Can’t turn on your phone for airport security? Sorry, you won’t be getting on your flight. TSA is changing up its rules to require more than a dozen foreign airports in Europe, Africa, and the Middle East to check passenger electronic devices for security purposes.
WHY IS THIS HAPPENING?
This isn’t your parents’ underwear bomber anymore. Turns out some terrorists see aviation security as a challenge and are constantly looking for ways around it. Recent reports indicate that Al Qaeda affiliates in Yemen may be hatching up plans to transform mobile devices into explosives. Unresponsive phones may simply be shells with their innards replaced with explosive materials. Nope, not scary at all.
WHAT ELSE IS GOING ON?
GET RICH OR LOSE YOUR PRIVACY TRYING?
Some say money can’t buy you happiness, but it could at the very least buy you privacy. In today’s Wall Street Journal, cybersecurity expert Richard Clarke predicts that in the next 25 years, there will be so much data collected about every aspect of our daily lives from how we drive to how we keep our homes and take care of our health. He warns that all this data could be known by any governmental and corporate entity. Clarke opines that privacy will soon become a commodity only briefly available to the rich and in limited locations. For the record, the verdict is still out on the money and happiness thing … just saying …
HACKITY, HACK, HACKED …
A group of Chinese hackers (potentially affiliated with the Chinese government) may be targeting the computers of U.S. experts on Iraq. Security firm, Crowdstrike, Inc., believes that this group is just one of 30 in China that its following. The motivation for all of this could be China’s attempts to ward off any interference with its government’s investment in Iraq’s oil infrastructure. Meanwhile, the U.S. governments will continue to push for China’s cooperation on combating cyber espionage.
THE STREETS ARE TALKIN’
‘Cause they’re fancy. Apple’s stock continues to rise, and it’s full steam ahead for the company as it prepares to offer its smartwatch or “iWatch” this fall. As it transitions to wearable tech, it’s recruiting executives from major fashion brands such as Burberry and LVMH.

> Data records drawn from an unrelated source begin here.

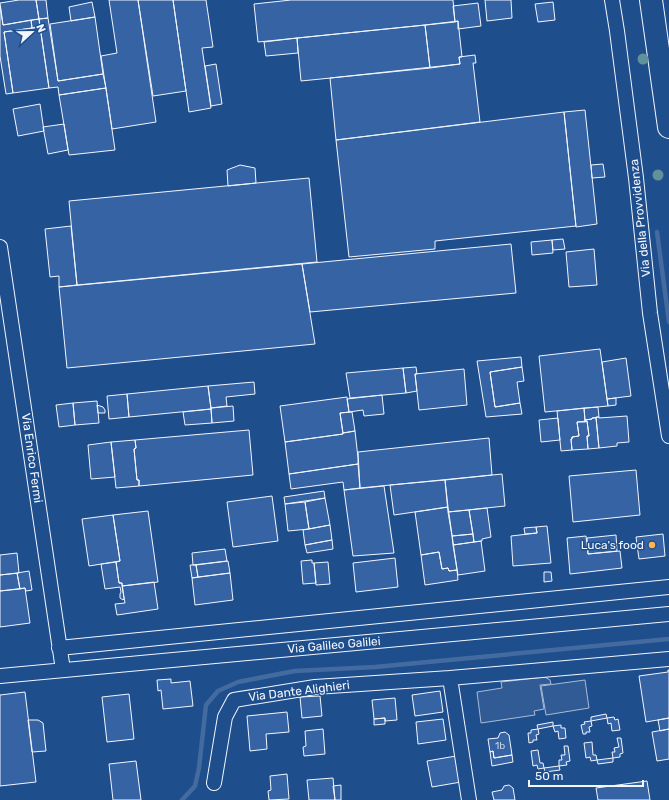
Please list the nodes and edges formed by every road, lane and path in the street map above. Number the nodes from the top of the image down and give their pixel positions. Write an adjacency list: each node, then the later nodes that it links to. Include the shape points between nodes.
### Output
1 (612, 0): 5 (street, Via della Provvidenza, via 636,178 650,313)
2 (651, 0): 3 (main road)
3 (669, 127)
4 (0, 247): 8 (street, Via Enrico Fermi)
5 (669, 436)
6 (669, 587): 8 (street, Via Galileo Galilei)
7 (669, 614): 10 (street, Via Galileo Galilei)
8 (59, 648): 10 (street, Via Enrico Fermi)
9 (669, 659): 12 (street, Via Dante Alighieri)
10 (63, 670): 11 (street, Via Galileo Galilei)
11 (0, 676)
12 (450, 678): 13 (street, Via Dante Alighieri, via 315,687 234,700 225,717); 14 (street)
13 (214, 783)
14 (469, 800)

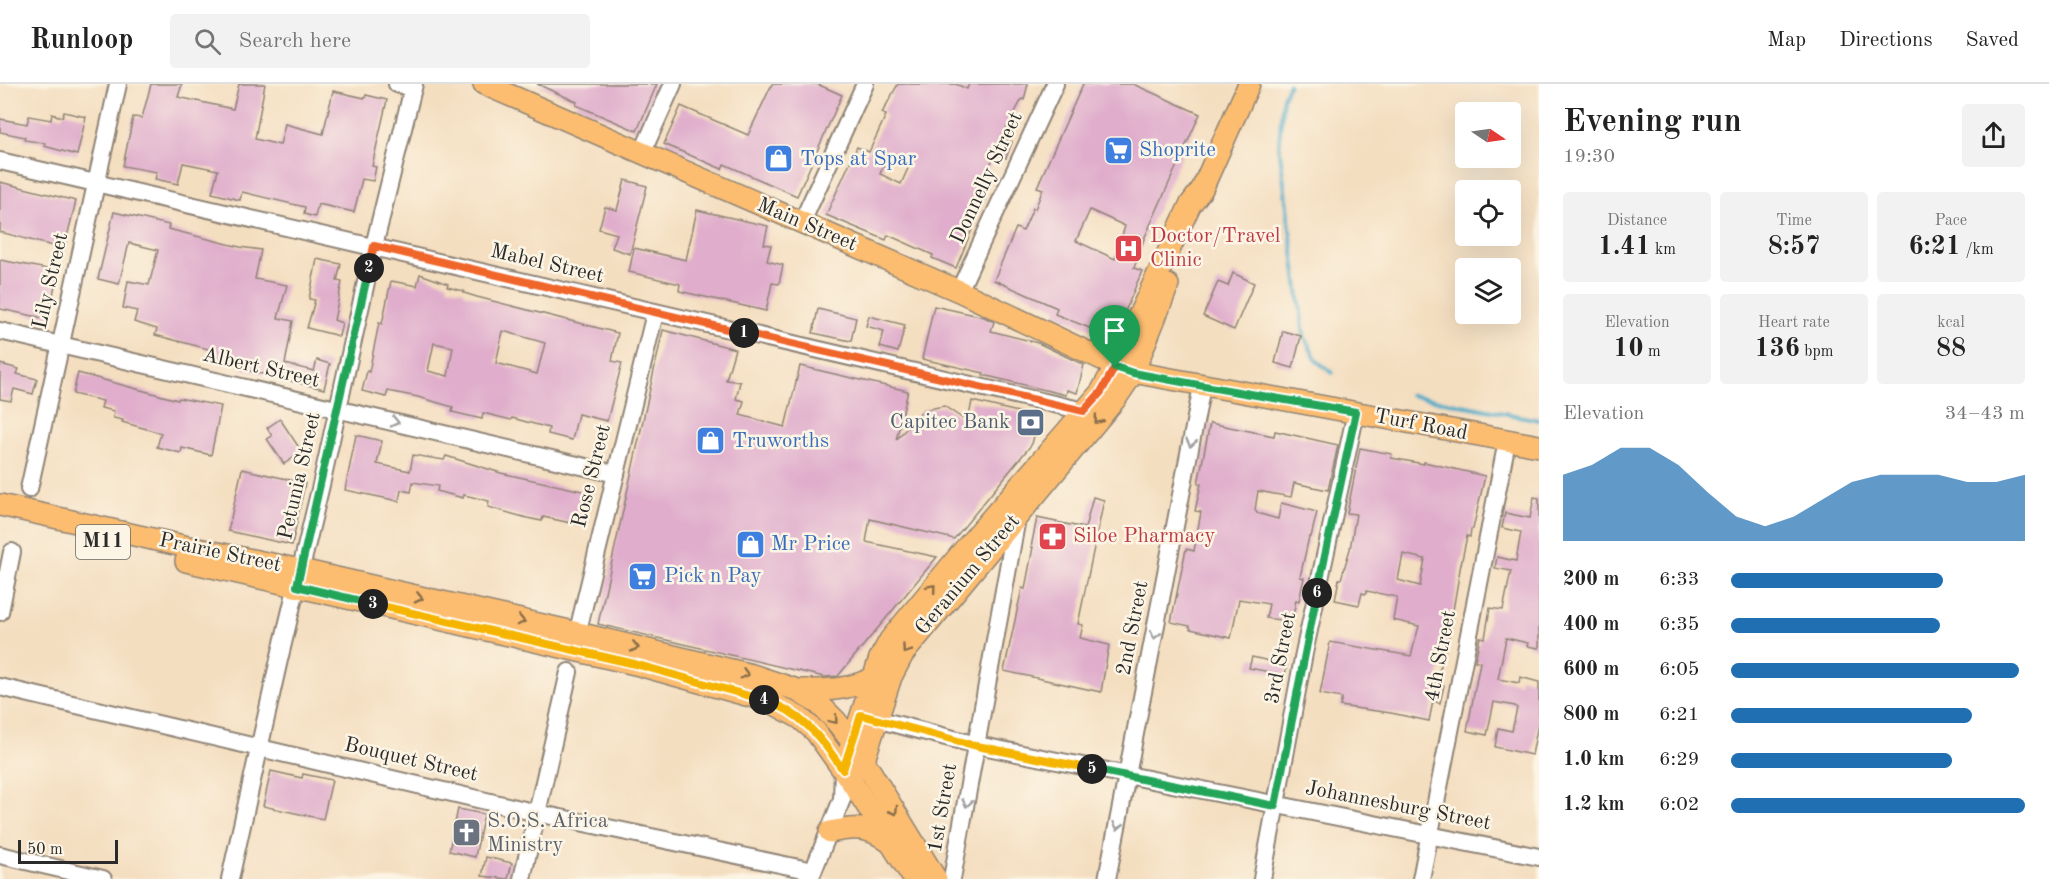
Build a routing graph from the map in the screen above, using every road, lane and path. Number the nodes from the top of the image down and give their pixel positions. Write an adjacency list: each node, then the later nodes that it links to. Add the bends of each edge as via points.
1 (118, 84): 10 (street, Lily Street)
2 (484, 84): 8 (main road, Main Street)
3 (673, 84): 8 (street)
4 (865, 84): 11 (street)
5 (1055, 84): 13 (street, Donnelly Street)
6 (1249, 84): 17 (main road, via 1202,189 1190,205)
7 (408, 85): 12 (street, Petunia Street)
8 (642, 153): 11 (main road, Main Street)
9 (0, 161): 10 (street, Mabel Street)
10 (96, 183): 12 (street, Mabel Street); 16 (street, Lily Street)
11 (802, 222): 13 (main road, Main Street)
12 (374, 246): 14 (street, Mabel Street); 19 (street, Petunia Street)
13 (959, 291): 17 (main road, Main Street)
14 (655, 313): 20 (street, Mabel Street); 24 (street, Rose Street)
15 (0, 331): 16 (street, Albert Street)
16 (60, 345): 19 (street, Albert Street); 25 (street, Lily Street)
17 (1125, 370): 18 (main road, Turf Road); 20 (main road, Geranium Street); 28 (main road, Geranium Street, one-way to 28, via 1116,398)
18 (1202, 386): 21 (main road, Turf Road); 42 (street, 2nd Street, one-way to 42)
19 (338, 409): 24 (street, Albert Street, one-way to 24); 30 (street, Petunia Street)
20 (1084, 411): 34 (main road, Geranium Street, one-way to 20, via 884,650 904,621)
21 (1356, 412): 22 (main road, Turf Road); 44 (street, 3rd Street)
22 (1507, 441): 23 (main road, Turf Road); 47 (street, 4th Street)
23 (1539, 446)
24 (616, 474): 32 (street, Rose Street)
25 (29, 489)
26 (0, 505): 30 (main road, Prairie Street / M11, via 188,547)
27 (0, 518): 30 (main road, Prairie Street / M11)
28 (1017, 518): 37 (main road, Geranium Street, one-way to 37, via 903,654); 39 (street, 1st Street)
29 (12, 552): 31 (street)
30 (299, 578): 32 (main road, Prairie Street); 40 (street, Petunia Street)
31 (0, 612)
32 (576, 642): 36 (main road, Prairie Street, one-way to 36, via 752,675); 43 (main road, Prairie Street, via 771,702 801,718 816,732)
33 (569, 672): 45 (street)
34 (873, 678): 36 (main road, via 842,689); 37 (main road, Geranium Street)
35 (0, 687): 40 (street, Bouquet Street)
36 (794, 690): 38 (main road, Prairie Street, one-way to 38, via 831,715)
37 (869, 717): 38 (main road, Geranium Street); 39 (street, Johannesburg Street); 41 (main road, Geranium Street)
38 (852, 743): 41 (main road, Prairie Street); 43 (main road, Geranium Street)
39 (977, 746): 42 (street, Johannesburg Street); 57 (street, 1st Street, one-way to 57)
40 (260, 748): 45 (street, Bouquet Street); 53 (street, Petunia Street)
41 (864, 761): 43 (main road, Geranium Street); 56 (main road, Prairie Street, one-way to 56)
42 (1127, 777): 44 (street, Johannesburg Street); 58 (street, 2nd Street, one-way to 58)
43 (846, 785): 46 (street, Geranium Street); 48 (main road, Prairie Street)
44 (1275, 806): 47 (street, Johannesburg Street); 59 (street, 3rd Street)
45 (537, 813): 51 (street, Bouquet Street); 54 (street)
46 (830, 832): 48 (main road, via 863,828); 51 (street, Geranium Street)
47 (1429, 835): 50 (street, Johannesburg Street); 60 (street, 4th Street)
48 (891, 843): 55 (main road, Prairie Street)
49 (0, 855): 52 (street)
50 (1539, 857)
51 (811, 875)
52 (103, 879)
53 (230, 879)
54 (522, 879)
55 (914, 879)
56 (936, 879)
57 (952, 879)
58 (1107, 879)
59 (1262, 879)
60 (1420, 879)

Box, Inc., an online storage startup, just raised $150 million from private equity firm TPB – buying it more time before an initial public offering.
Israeli startup Playbuzz is now has more traffic than upworthy.com and aol.com in just two years. The company targets the U.S. market and provides users with quizzes and ‘listicles’ similar to Buzzfeed.
Coming to a market near you but sooner than you think … though Netflix isn’t officially available in New Zealand just yet, local ISP Slingshot is already offering Netflix services to its users via its “global mode” Internet plan. To avoid any trouble, ‘global mode’ is essentially a VPN that re-directs traffic through servers located in other countries.